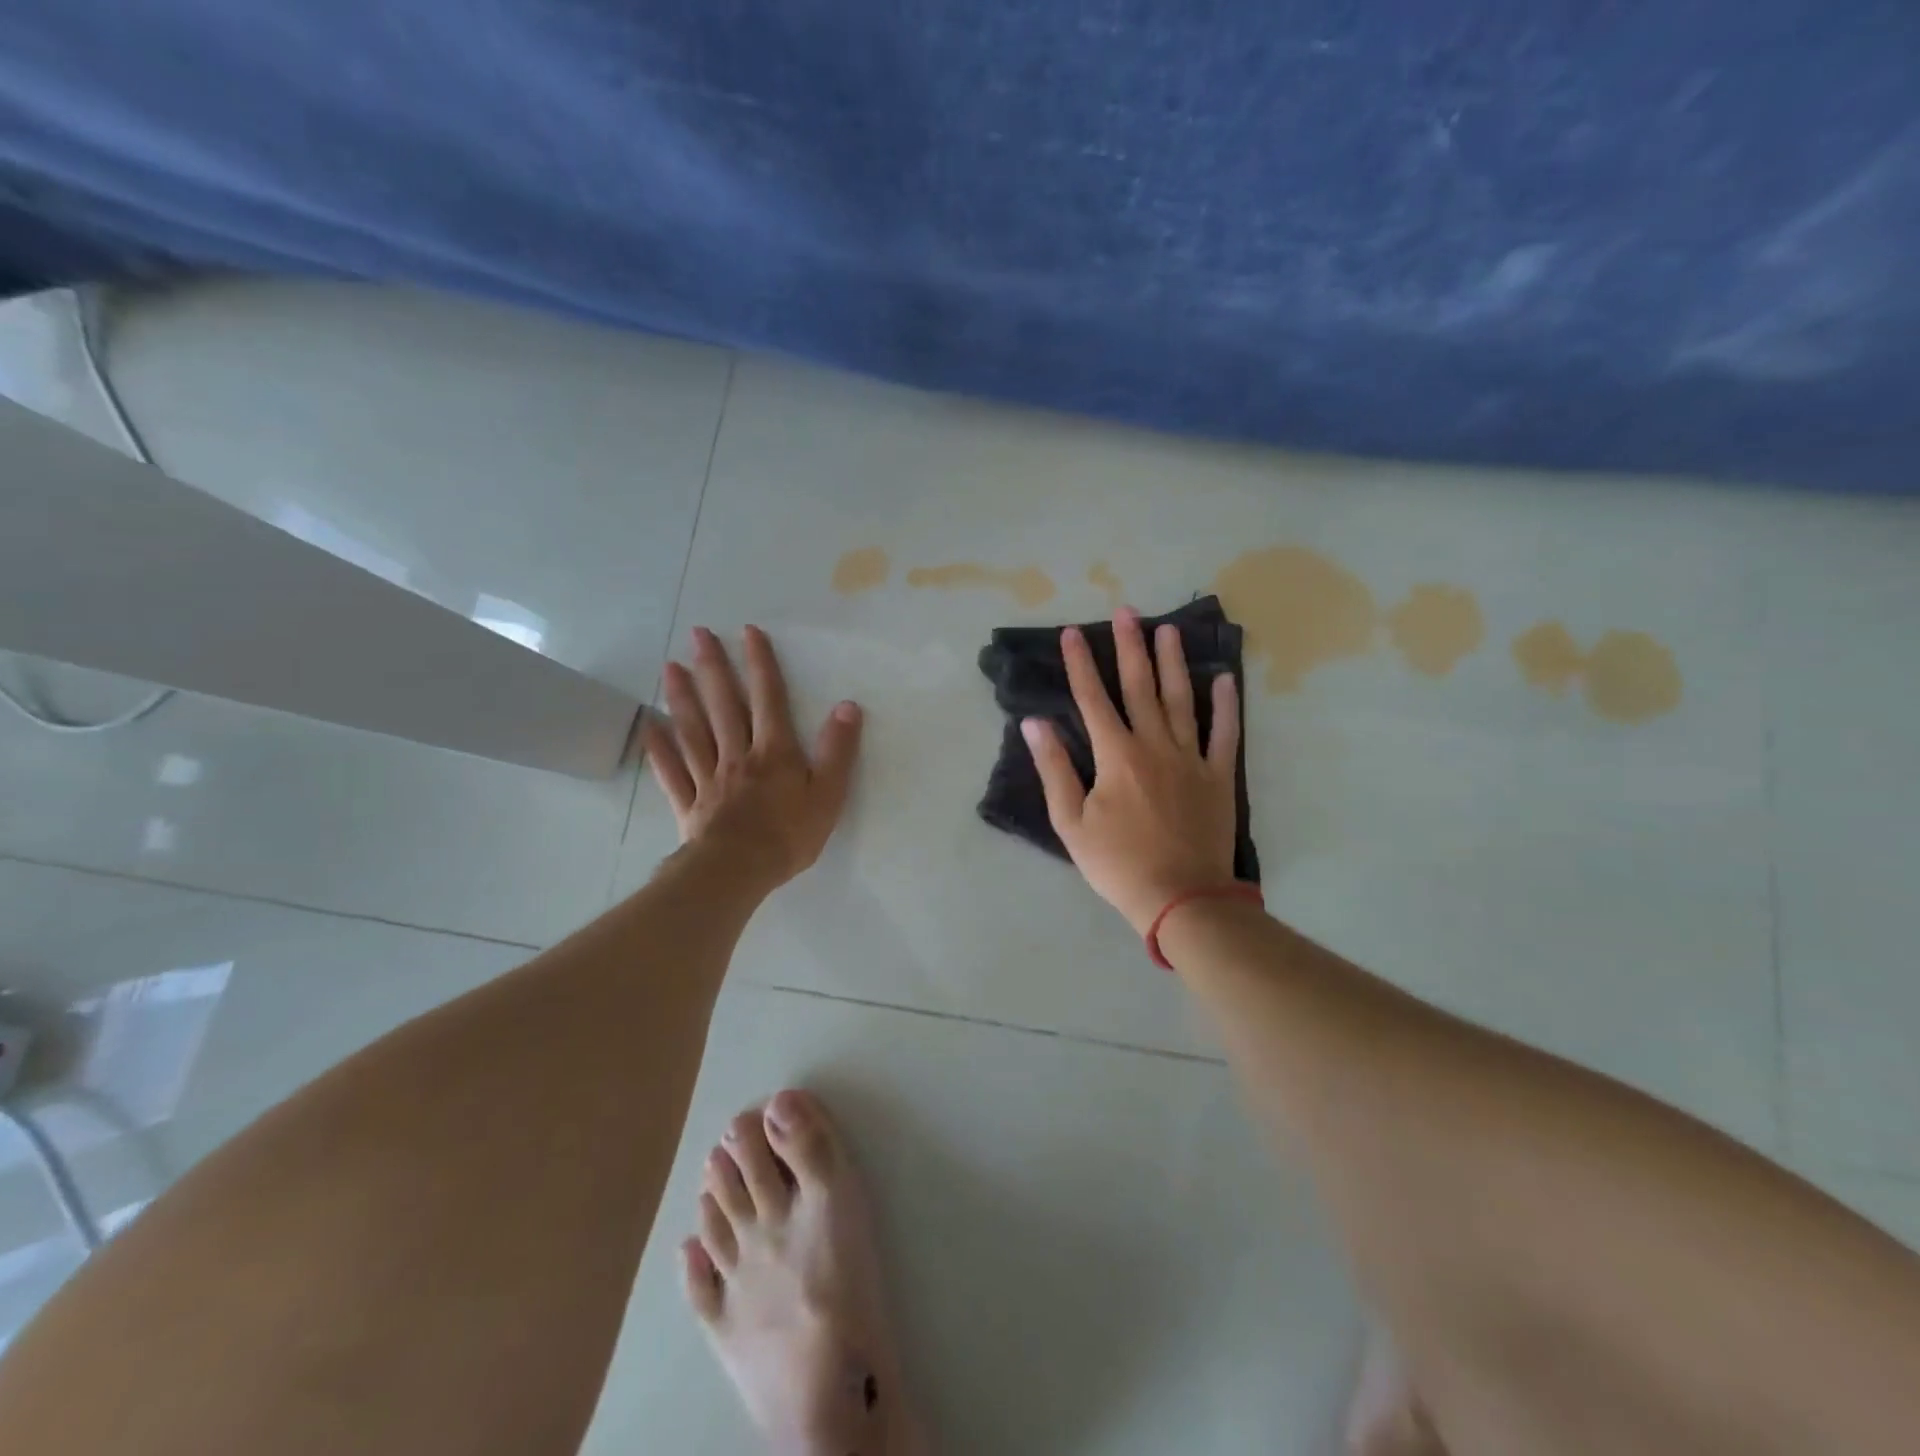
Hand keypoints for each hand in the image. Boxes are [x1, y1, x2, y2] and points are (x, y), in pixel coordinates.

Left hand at [642, 625, 863, 891]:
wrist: (738, 872)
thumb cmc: (788, 836)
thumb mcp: (828, 794)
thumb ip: (837, 750)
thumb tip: (847, 706)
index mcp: (773, 752)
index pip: (768, 698)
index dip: (760, 664)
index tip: (748, 632)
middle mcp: (737, 755)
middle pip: (723, 705)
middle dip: (713, 667)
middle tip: (697, 634)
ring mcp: (709, 778)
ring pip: (693, 730)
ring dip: (682, 697)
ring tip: (670, 667)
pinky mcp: (689, 803)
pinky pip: (671, 771)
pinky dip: (659, 748)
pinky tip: (648, 727)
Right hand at [1023, 608, 1241, 934]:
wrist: (1181, 897)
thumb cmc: (1117, 864)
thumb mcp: (1071, 822)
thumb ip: (1055, 769)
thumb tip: (1036, 724)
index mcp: (1116, 755)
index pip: (1093, 699)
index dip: (1080, 664)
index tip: (1072, 632)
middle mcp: (1154, 745)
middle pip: (1140, 687)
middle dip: (1130, 647)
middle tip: (1127, 611)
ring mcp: (1191, 758)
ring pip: (1181, 700)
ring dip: (1173, 663)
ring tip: (1168, 629)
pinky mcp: (1219, 777)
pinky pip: (1225, 734)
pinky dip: (1226, 706)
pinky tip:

# Your task:
The required answer is each line of the data in which the word "ring" appears.

# Answer to this problem:
ring mcp: (709, 778)
ring pip: (693, 730)
ring dip: (682, 697)
ring tip: (670, 667)
ring mcp: (1191, 758)
ring pip: (1181, 700)
ring dip: (1173, 663)
ring tip: (1168, 629)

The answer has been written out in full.